Эти инструменты тогда же были описаны. Вот, например, некоторые из 10 принципов Понсонби, которые выглядят очень современно:
- мы не хотим войны, мы только защищаемся;
- в войне виноват противник;
- враг совершает зверства, а мы только неумышленные ошибки;
- наши потери незначительны, а врага — огромны;
- тот, кто всё это ставит под сомнение, предатель.
Или можно вспомнить семь грехов пропаганды Клайда Миллера.
В 1920-е на Западе формируется устойчивый дискурс: пропаганда способна на большее, чем «Большая Берта», она ломает исторический курс наций и разрушает социально-политические структуры. Эдвард Бернейс, племянник Зигмунда Фрейда и сотрудник Комитета общественной информации (пропагандистского органа администрации США), пишет несколько книг, в которых, в частности, анализирует и обобщает накопленный в Первой мировой войне опыт «продажи» войны глубоко безразличному к ней населению США. Уолтер Липпман, гарвардский историк, тоже работавший в Комитете общественной информации, публикует свою великую книгу «Общественное мнение», где впервые систематизирует историю и эффекты медиапропаганды в политике и войне. Британский политик сэр Артур Понсонби выпускает книгу «Ложь во время войны», в которой формулирует десять принципов военной пропаганды.
В идеологической модели большевиков, захвативших власть в России в 1917 году, пропаганда и агитация были названы основными инструментами управления народной массой. В СССР сложилась своя школа пропаганды, которая, в отличие от американской и европейской, опиралась не столько на разные психологические аспекты программирования общественного мнения, сколько на тоталитарные методы — от абсолютной цензуры до абсолютной репрессии за высказывание альтернативных точек зрения. Советская пропаганда была многократно жестче и эффективнее — если ты не соглашался с постулатами, одобренными государством, тебя ждало уничтожение.
В середине 1930-х, с приходом к власти нацистов в Германии, значение и роль пропаганды вышли на новый уровень даже в сравнении с СССР. Создатели медиамашины Германии — министр пропаганды Йозеф Геббельс и редактор газеты Der Sturmer («Штурмовик») Юлиус Штрайхер — учились и у Бернейса, и у советских практиков, которых Геббельс особенно ценил за страсть и бессовестность. Отличие нацистской пропаганды от советской состояло в том, что она прямо и без обиняков направляла свою аудиторию на убийство, уничтожение «расово неполноценных» народов. Как и советская пропаганда, нацистская опиралась на тотальность, жесточайшую цензуру и создание нового языка, на котором до населения доносились планы рейха.
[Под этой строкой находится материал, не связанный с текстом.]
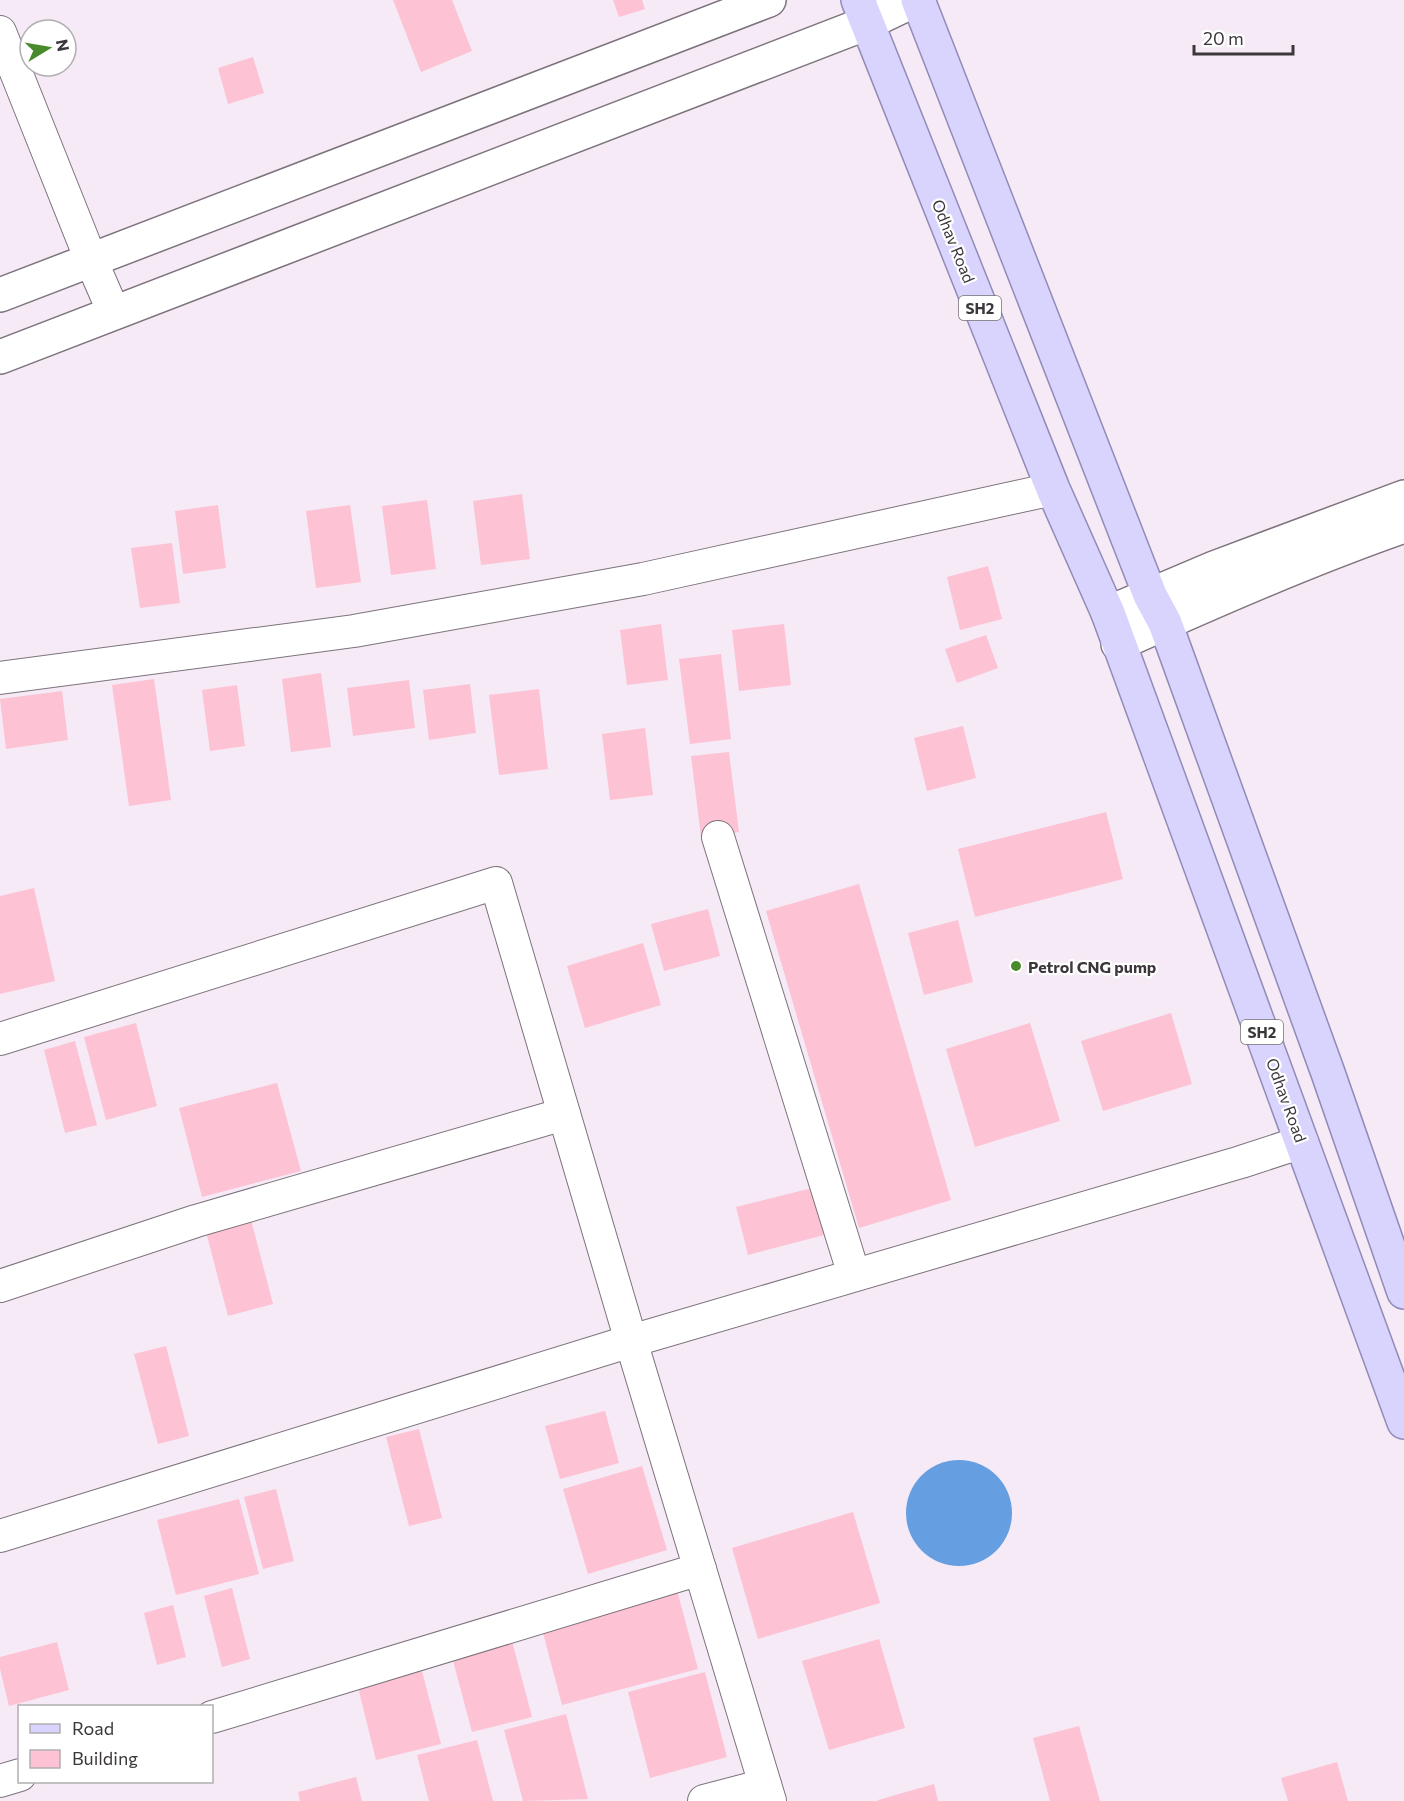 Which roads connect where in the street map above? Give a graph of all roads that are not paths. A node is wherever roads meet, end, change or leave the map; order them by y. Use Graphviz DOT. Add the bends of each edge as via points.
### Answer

Пропаганда — это сознательная манипуляция информацией, чтобы изменить поведение аудитории, будь то пропаганда ненависти к инородцам или пропаганда здорового образа жизни. Во время холодной войны слово «пропаганда» стало универсальным термином, означающим почти любое «впихивание» в разные аудитории идей, правил поведения, словесных конструкций и иных компонентов того, что потом назвали зомбированием.
Победа журналистики
Большую часть XX века основными каналами пропаганды были классические печатные и вещательные СМИ. Даже в свободных странах Западной Европы и США умение различать официальную информацию и пропагандистские сообщения появилось далеко не сразу. Для этого потребовались десятилетия работы ученых, изучавших как медиаэффекты, так и психологию потребления информации. По мере этой работы многие СМИ демократических стран создавали этические кодексы и принципы, которые должны были, в силу следования многочисленным и строгим стандартам, исключить появление пропаганды в печати и в эфире. К редакционным принципам добавились общеиндустриальные, а потом и культура фактчекинга, особой секты журналистики, занимающейся проверкой фактов и опровержением фальшивок и лжи.
В золотые для традиционных СМИ 1990-е годы, когда рекламные доходы лились рекой, индустрия СМИ росла и основной градус политического общественного мнения в США и Европе находился где-то чуть влево от центра, могло показаться, что с разрушительной, враждебной институциональной пропагандой покончено. Аудитории приветствовали относительную широту предложения — от республиканского Fox News до демократического CNN, а государства, отдыхая от холодной войны, радикально снизили свои пропагандистские усилия. Казалось, мир массмедиа наконец достиг красивого и стройного равновесия.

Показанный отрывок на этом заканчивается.